C'est un événement : une grande exposition monographique consacrée à Claire Bretécher se tiendra à partir du 18 novembre à la Bibliothèque publique de Beaubourg (BPI). L'auteur des frustrés n'aime pas tellement parler d'elle-même. Ce sont donc ses amis ou admirateurs qui le font pour elle. Rencontre quelques jours avant l'ouverture de l'exposition avec l'un de ses plus grands fans : René Pétillon.
Article rédigé par Laurence Houot
France Télévisions - Rédaction Culture
Publié
Temps de lecture : 6 min
René Pétillon, auteur de BD et dessinateur de presse, novembre 2015
 (Laurence Houot / Culturebox)

On le retrouve en face de Beaubourg, dans le café qui porte le même nom. René Pétillon, l'œil qui pétille à l'évocation de Claire Bretécher, sa grande amie "depuis toujours me semble-t-il", dit-il. L'auteur de "L'enquête corse", de "L'affaire du voile", dessinateur de presse au Canard enchaîné, a rencontré Claire Bretécher alors qu'il débutait dans la profession, à Angoulême. Depuis, une amitié "sans nuages". René Pétillon accepte avec plaisir de parler de son amie, même si, confie-t-il, "il faut trouver la bonne distance".

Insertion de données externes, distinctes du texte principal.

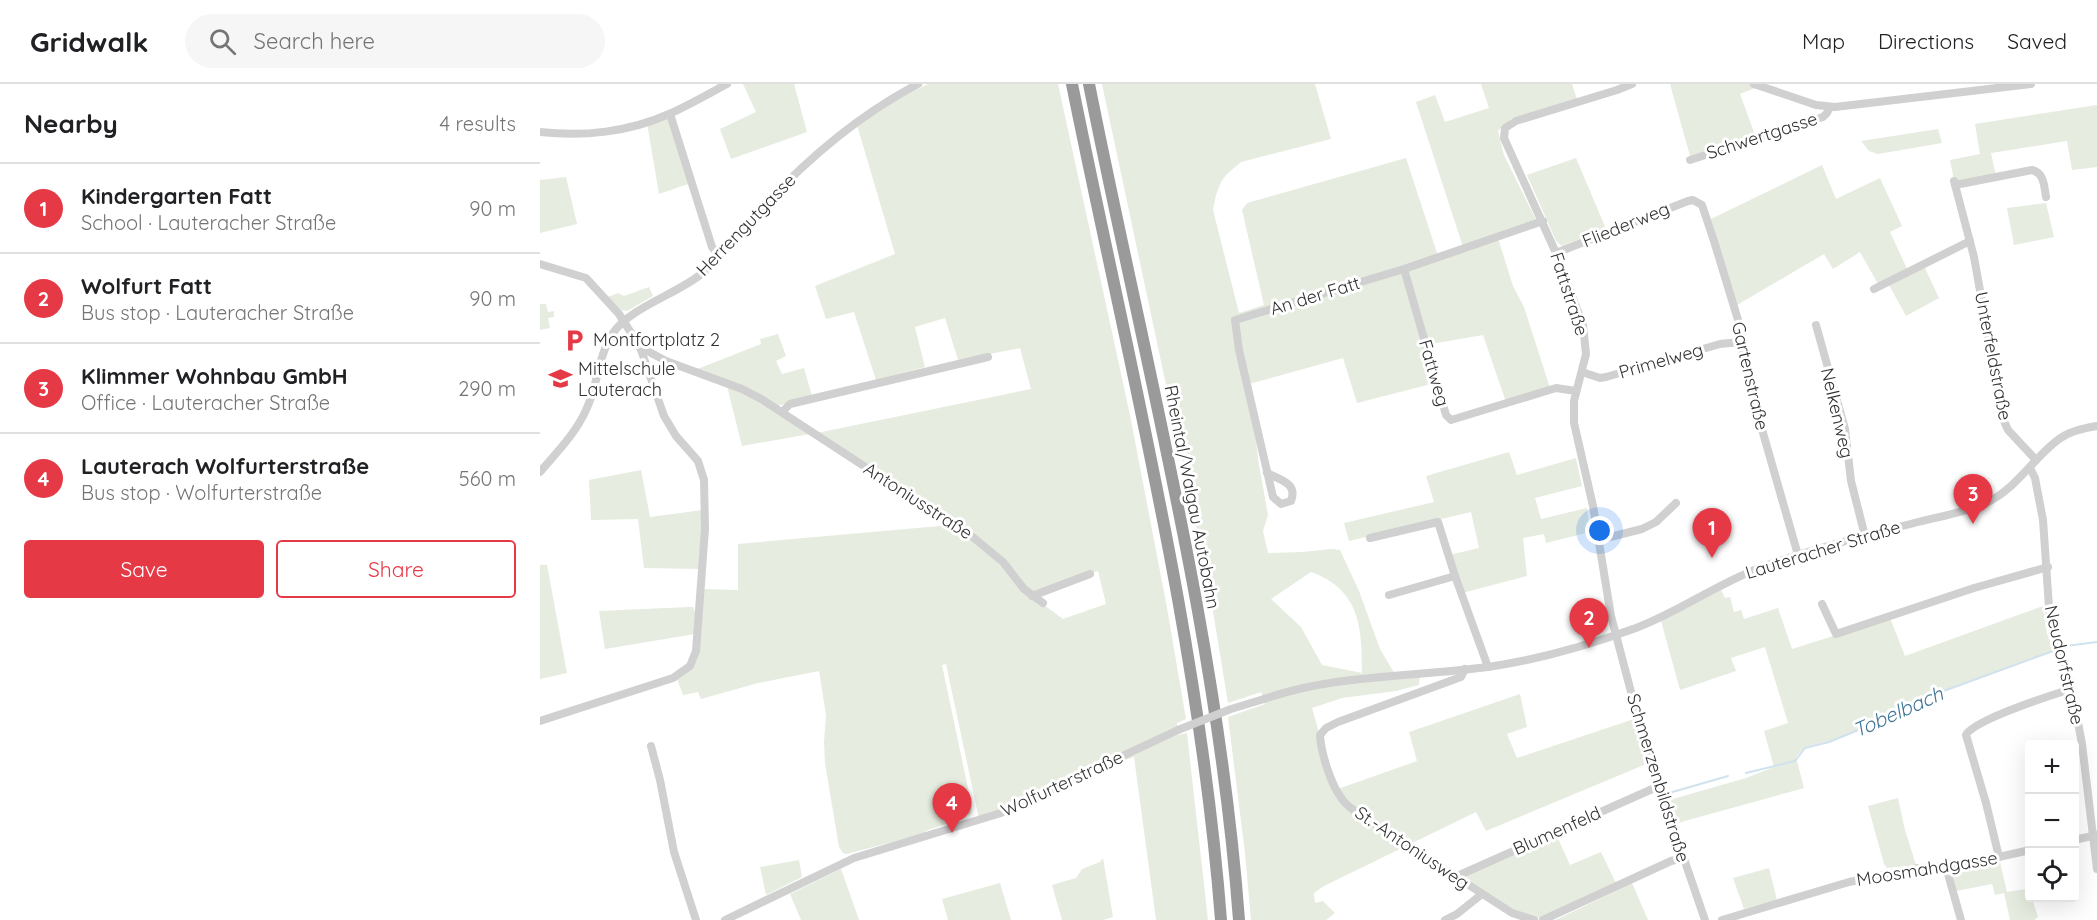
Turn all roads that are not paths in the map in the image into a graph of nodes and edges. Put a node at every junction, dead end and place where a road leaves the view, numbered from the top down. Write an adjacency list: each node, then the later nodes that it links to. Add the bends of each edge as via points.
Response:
1 (728, 84): 9 (street)
2 (918, 84): 17 (street, Herrengutgasse, via 876,108 822,148)
3 (1072, 84): 66 (highway, Rheintal/Walgau Autobahn, via 1173,567 1202,737)
4 (1089, 84): 67 (highway, Rheintal/Walgau Autobahn, via 1190,577 1216,723)
5 (1632, 84): 14 (street, Fattstraße, via 1516,121 1505,128 1504,138)
6 (1754, 84): 8 (street)
7 (2031, 84): 8 (street)
8 (1830, 106): 11 (street, Schwertgasse, via 1823,117)
9 (670, 114): 10 (street, via 614,131); 17 (street, via 712,247)
10 (540, 132)
11 (1690, 160)
12 (2046, 197): 15 (street, Unterfeldstraße, via 2042,177 2032,170 1954,183)
13 (1696, 201): 16 (street, Fliederweg); 23 (street, Gartenstraße, via 1702,205 1714,241 1742,333)
14 (1543, 221): 16 (street, Fattstraße); 19 (street, An der Fatt)
15 (1970, 241): 20 (street); 30 (street, Unterfeldstraße, via 2003,419 2008,430)
16 (1556, 252): 26 (street, Fattstraße, via 1585,333)
17 (719, 256): 21 (street, Herrengutgasse, via 694,280)
18 (540, 264): 21 (street, via 586,278)
19 (1404, 269): 27 (street, Fattweg, via 1446,415 1451,420 1556,388); 33 (street, An der Fatt, via 1235,320)
20 (1874, 289)
21 (624, 322): 24 (street); 32 (street, Herrengutgasse, via 607,345 586,411)
22 (1816, 326): 35 (street, Nelkenweg, via 1845,429 1851,481)
23 (1740, 342): 26 (street, Primelweg, via 1720,344 1600,378); 38 (street, Gartenstraße)
24 (640, 347): 28 (street, Antoniusstraße, via 742,390); 51 (street, via 664,416 698,461 704,480 696,651 690,666 673,678)
25 (988, 357): 28 (street, via 790,404)
26 (1582, 372): 27 (street, Fattstraße)
27 (1576, 391): 37 (street, Fattstraße, via 1574,423)
28 (782, 412): 42 (street, Antoniusstraße, via 974,538 1003,562)
29 (2097, 426): 30 (street, Lauteracher Straße, via 2060,438)
30 (2036, 460): 31 (street, Lauteracher Straße)
31 (2030, 468): 35 (street, Lauteracher Straße, via 2008,490 1983,504); 39 (street, Neudorfstraße, via 2043,520)
32 (540, 472)
33 (1267, 473)
34 (1676, 503): 37 (street, via 1642,529)
35 (1865, 536): 38 (street, Lauteracher Straße)
36 (1370, 538): 41 (street, via 1438,522)
37 (1598, 540): 46 (street, Fattstraße)
38 (1798, 555): 46 (street, Lauteracher Straße, via 1729,580 1650,622)
39 (2048, 567): 45 (street, via 1836,634); 49 (street, Neudorfstraße, via 2050,621)
40 (1090, 574): 42 (street)
41 (1455, 576): 43 (street); 47 (street)
42 (1032, 596): 44 (street, Antoniusstraße)
43 (1389, 596)
44 (1043, 603)
45 (1822, 604)
46 (1616, 634): 47 (street, Lauteracher Straße); 54 (street, Schmerzenbildstraße)
47 (1488, 667): 48 (street, Lauteracher Straße)
48 (1465, 669): 50 (street, Lauteracher Straße, via 1344,681); 53 (street, Lauteracher Straße, via 1461,678 1326,728 1320,735)
49 (2071, 689): 55 (street, Neudorfstraße); 58 (street, via 1971,728 1966,735)
50 (1264, 699): 65 (street, Wolfurterstraße, bridge, via 1178,730 1001,813 855,858)
51 (540, 721)
52 (651, 746): 64 (street, via 674,852)
53 (1321, 746): 62 (street, St.-Antoniusweg, via 1342,800)
54 (1659, 786): 59 (street, Schmerzenbildstraße); 62 (street, Blumenfeld)
55 (2095, 836): 56 (street); 60 (street, Neudorfstraße)
56 (2079, 839)
57 (2025, 851): 58 (street, Moosmahdgasse)
58 (1999, 857): 61 (street, Moosmahdgasse)
59 (1683, 858): 70 (street); 71 (street, Schmerzenbildstraße)
60 (2097, 863)
61 (1946, 867): 72 (street, Moosmahdgasse, via 1899,871 1849,882); 73 (street)
62 (1455, 877): 63 (street, St.-Antoniusweg)
63 (1482, 894): 68 (street); 69 (street, St.-Antoniusweg, via 1512,914)
64 (696, 920)
65 (725, 920)
66 (1221, 920)
67 (1239, 920)
68 (1445, 920)
69 (1534, 920)
70 (1543, 920)
71 (1705, 920)
72 (1722, 920)
73 (1961, 920)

Son regard sur la mère des Frustrés et d'Agrippine, en 10 mots clés

Claire Bretécher
 (Dargaud / Rita Scaglia)

TIMIDE
"J'étais très intimidé", se souvient René Pétillon à l'évocation de cette rencontre. "Elle était déjà une légende. Claire est une grande timide. Et comme moi aussi je suis timide, deux timides qui se rencontrent c'est compliqué. On se tourne autour. On se flaire puis on finit par se rapprocher. Mais ça s'est très bien passé", raconte le dessinateur. "Au début, c'était une relation plutôt professionnelle et puis ça s'est transformé en amitié", poursuit-il. Une amitié de plus de 40 ans "sans un nuage. On n'est pas toujours d'accord sur tout mais il y a une chose sur laquelle on a toujours été d'accord, c'est le métier de dessinateur".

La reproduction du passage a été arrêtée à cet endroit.